Take all the miracles recorded in Acts together, and you get less than Jesus did in just Matthew 8 and 9. But what greater works do we see? "There were added that day about three thousand souls." "As many as were appointed to eternal life believed." "The Lord opened her heart to pay attention to what was said by Paul." And on and on. Those are the greater works Acts emphasizes and Jesus meant - the proclamation of the gospel bringing sinners to repentant faith in Jesus Christ.

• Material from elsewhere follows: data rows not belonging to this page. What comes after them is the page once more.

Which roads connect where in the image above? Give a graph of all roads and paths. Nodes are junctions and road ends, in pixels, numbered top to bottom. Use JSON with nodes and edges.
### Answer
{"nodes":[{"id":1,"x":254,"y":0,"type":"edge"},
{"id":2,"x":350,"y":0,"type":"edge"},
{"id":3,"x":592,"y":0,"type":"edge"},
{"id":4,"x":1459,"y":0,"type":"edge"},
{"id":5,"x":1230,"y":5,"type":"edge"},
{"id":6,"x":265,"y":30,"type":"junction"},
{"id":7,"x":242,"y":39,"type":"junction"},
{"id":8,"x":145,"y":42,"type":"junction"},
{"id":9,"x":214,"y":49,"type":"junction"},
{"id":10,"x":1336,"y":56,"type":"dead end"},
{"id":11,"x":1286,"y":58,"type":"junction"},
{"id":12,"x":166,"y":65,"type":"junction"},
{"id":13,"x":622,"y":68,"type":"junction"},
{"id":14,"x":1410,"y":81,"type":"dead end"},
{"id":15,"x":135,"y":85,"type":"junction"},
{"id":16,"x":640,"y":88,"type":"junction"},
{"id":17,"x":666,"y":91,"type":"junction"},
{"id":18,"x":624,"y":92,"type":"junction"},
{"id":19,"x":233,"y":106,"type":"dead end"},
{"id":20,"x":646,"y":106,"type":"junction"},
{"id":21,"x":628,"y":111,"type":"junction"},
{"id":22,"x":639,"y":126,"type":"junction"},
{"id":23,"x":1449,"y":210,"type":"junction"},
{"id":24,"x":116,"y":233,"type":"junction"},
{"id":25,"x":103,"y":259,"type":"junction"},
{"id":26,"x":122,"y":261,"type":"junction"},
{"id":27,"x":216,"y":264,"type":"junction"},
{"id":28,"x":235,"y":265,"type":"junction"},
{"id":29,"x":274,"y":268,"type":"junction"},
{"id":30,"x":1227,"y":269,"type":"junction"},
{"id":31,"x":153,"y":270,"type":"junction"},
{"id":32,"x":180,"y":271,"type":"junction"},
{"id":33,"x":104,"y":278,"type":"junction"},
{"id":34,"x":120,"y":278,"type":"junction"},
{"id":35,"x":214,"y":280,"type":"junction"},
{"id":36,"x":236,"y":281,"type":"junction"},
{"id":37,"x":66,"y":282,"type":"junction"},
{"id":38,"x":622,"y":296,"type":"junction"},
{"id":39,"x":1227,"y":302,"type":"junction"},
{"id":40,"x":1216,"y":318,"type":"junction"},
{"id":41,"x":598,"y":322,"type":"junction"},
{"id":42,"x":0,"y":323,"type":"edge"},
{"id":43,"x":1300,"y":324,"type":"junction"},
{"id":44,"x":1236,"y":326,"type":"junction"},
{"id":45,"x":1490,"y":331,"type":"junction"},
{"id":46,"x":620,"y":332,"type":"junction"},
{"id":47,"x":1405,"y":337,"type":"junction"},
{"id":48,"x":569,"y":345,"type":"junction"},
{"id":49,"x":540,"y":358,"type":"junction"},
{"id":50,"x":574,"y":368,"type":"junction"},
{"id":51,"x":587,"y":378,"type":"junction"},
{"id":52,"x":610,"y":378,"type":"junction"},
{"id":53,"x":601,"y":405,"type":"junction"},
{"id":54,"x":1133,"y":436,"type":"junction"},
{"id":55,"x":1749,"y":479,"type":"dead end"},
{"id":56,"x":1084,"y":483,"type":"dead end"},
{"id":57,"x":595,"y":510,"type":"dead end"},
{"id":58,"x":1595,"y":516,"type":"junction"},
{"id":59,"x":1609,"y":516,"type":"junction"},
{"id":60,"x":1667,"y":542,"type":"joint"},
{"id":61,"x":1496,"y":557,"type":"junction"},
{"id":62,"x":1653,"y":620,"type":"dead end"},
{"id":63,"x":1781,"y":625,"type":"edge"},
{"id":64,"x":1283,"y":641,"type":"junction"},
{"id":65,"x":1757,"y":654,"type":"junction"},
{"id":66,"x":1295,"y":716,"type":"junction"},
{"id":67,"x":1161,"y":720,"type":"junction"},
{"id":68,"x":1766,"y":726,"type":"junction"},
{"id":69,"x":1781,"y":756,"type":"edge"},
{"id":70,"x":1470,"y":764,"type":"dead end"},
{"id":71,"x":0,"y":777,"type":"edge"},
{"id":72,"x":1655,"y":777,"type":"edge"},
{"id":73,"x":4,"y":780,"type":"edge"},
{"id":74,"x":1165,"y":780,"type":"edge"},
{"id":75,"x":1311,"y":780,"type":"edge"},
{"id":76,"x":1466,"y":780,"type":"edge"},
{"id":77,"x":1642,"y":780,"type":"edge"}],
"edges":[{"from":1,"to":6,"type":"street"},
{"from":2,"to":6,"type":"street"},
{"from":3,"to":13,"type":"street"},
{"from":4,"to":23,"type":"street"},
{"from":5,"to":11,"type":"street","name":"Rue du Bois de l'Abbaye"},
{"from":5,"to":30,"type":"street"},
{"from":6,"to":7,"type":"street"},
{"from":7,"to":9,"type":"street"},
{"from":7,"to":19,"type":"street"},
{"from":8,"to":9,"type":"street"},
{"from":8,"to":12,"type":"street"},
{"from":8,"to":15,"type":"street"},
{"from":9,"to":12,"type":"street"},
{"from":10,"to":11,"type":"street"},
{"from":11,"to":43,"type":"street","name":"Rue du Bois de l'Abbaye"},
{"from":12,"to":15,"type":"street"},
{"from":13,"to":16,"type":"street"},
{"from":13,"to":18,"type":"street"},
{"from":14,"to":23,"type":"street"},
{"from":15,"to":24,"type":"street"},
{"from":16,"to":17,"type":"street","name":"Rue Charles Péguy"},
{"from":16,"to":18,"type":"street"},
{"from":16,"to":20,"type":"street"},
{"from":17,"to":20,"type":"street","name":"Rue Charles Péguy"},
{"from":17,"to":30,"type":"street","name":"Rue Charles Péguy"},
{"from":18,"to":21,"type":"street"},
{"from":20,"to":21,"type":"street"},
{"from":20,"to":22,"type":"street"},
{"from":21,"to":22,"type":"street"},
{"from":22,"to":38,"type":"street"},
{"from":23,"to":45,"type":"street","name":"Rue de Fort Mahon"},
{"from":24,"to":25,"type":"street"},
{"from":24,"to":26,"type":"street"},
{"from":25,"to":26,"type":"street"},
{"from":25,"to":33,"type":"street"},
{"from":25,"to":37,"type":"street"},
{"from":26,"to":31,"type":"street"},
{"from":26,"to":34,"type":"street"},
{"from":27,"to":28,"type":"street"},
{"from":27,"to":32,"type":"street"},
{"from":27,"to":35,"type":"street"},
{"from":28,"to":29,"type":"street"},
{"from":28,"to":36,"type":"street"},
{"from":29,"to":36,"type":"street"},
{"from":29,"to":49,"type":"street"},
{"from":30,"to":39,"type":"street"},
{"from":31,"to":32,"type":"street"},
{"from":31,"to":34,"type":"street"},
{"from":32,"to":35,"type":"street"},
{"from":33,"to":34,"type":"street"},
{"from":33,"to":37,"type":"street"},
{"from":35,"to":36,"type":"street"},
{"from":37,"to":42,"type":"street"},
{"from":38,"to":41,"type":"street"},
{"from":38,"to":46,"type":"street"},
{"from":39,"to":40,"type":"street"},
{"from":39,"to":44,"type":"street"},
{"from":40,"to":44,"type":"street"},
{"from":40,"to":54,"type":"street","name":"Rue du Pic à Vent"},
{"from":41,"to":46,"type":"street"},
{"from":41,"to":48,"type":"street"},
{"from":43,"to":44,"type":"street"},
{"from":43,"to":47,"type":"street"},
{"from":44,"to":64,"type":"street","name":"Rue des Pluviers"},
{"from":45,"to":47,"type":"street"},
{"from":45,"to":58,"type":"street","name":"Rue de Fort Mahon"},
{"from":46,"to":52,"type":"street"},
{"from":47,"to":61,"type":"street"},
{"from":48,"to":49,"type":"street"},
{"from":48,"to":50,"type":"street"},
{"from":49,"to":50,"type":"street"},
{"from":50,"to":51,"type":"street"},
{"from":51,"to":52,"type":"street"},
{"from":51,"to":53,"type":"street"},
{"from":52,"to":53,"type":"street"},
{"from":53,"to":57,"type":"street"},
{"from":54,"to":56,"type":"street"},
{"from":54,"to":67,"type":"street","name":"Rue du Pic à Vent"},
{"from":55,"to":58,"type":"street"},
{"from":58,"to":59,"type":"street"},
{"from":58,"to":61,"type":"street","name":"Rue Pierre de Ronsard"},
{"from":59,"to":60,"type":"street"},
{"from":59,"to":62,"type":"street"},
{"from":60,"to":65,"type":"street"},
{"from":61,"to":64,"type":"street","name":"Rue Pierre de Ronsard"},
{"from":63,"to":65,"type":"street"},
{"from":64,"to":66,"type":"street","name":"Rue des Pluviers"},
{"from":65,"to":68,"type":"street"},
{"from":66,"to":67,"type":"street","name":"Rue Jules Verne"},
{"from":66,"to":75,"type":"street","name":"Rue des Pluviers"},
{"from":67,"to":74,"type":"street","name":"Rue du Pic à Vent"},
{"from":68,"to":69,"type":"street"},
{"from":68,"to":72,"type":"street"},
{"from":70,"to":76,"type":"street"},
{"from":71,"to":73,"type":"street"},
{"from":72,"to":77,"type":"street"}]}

That was the emphasis of the ministry of Peter, Paul, John, Philip, and the like. Their obsession with miracle working shows them to be not like Simon Bar-Jonah but Simon Magus.
2) The actual number of people who came to faith in Christ at these revivals is probably zero.
I was going to say the reported number of converts is greatly exaggerated, but let's cut right to it - based on everything I've ever seen from these revivals, there is zero chance anyone could be saved through them. Faith comes through hearing, and hearing through the word of Christ. To be saved, the gospel must be preached - and so far no one has produced any evidence of that at these so-called revivals.
Lakeland was primarily Todd Bentley. Zero chance of gospel proclamation there. Brownsville lasted five years, so maybe in those hundreds of messages, something Biblically sound snuck through. I've personally heard several dozen of them, from luminaries such as Steven Hill, Michael Brown, Yonggi Cho, Jentzen Franklin, and Rodney Howard Browne, and if they are at all representative...
Chris Rosebrough has been digging up Brownsville sermons for the last year or so. Listen to a few, such as these recent examples from Michael Brown and Jentzen Frankin. Can someone be saved by that? There are numerous other examples, and they follow a similar pattern. The main focus of the sermon is the greatness of the preacher. The secondary point is "Yay, revival!" There will be a heavy dose of "you have to do this better!" Any scripture brought up will be twisted beyond recognition and discarded. Jesus will scarcely be mentioned if at all. You might get the occasional blatant heresy. And the gospel will be completely absent.
When I evaluate sermons, I ask what the result would be if someone fully believed and completely obeyed everything that was said. In the case of every single Brownsville sermon I've ever heard, the answer is the same - the listener would remain dead in his sins and destined for hell.
I'd love for someone to prove me wrong here. Just one example of the gospel being clearly and faithfully presented at one of these revivals. But the more I've heard from Brownsville, Toronto, Lakeland, the Fire and Glory one in San Diego now, the less likely it seems anyone can produce it. It just isn't there. And without the gospel, nobody is being saved.
3) Whatever spirit was leading these revivals sure wasn't the Holy Spirit.
I don't know how someone could listen to Todd Bentley for more than about three minutes and not figure out he's demonic. But Brownsville also produced a cavalcade of people who were obsessed with signs and wonders, cared nothing for sound doctrine, buried the gospel, preached messages that left their hearers damned, and preached themselves instead of Christ. If that isn't demonic, what is?
After all that, we can answer the original question - after two huge miraculous revivals, why isn't Florida overwhelmingly full of Spirit-empowered apostolically-gifted Christians who can command Hurricane Irma to stop? Because Scripture does not promise us that kind of power, so these people wouldn't have that power even if they were Christians, which they're not.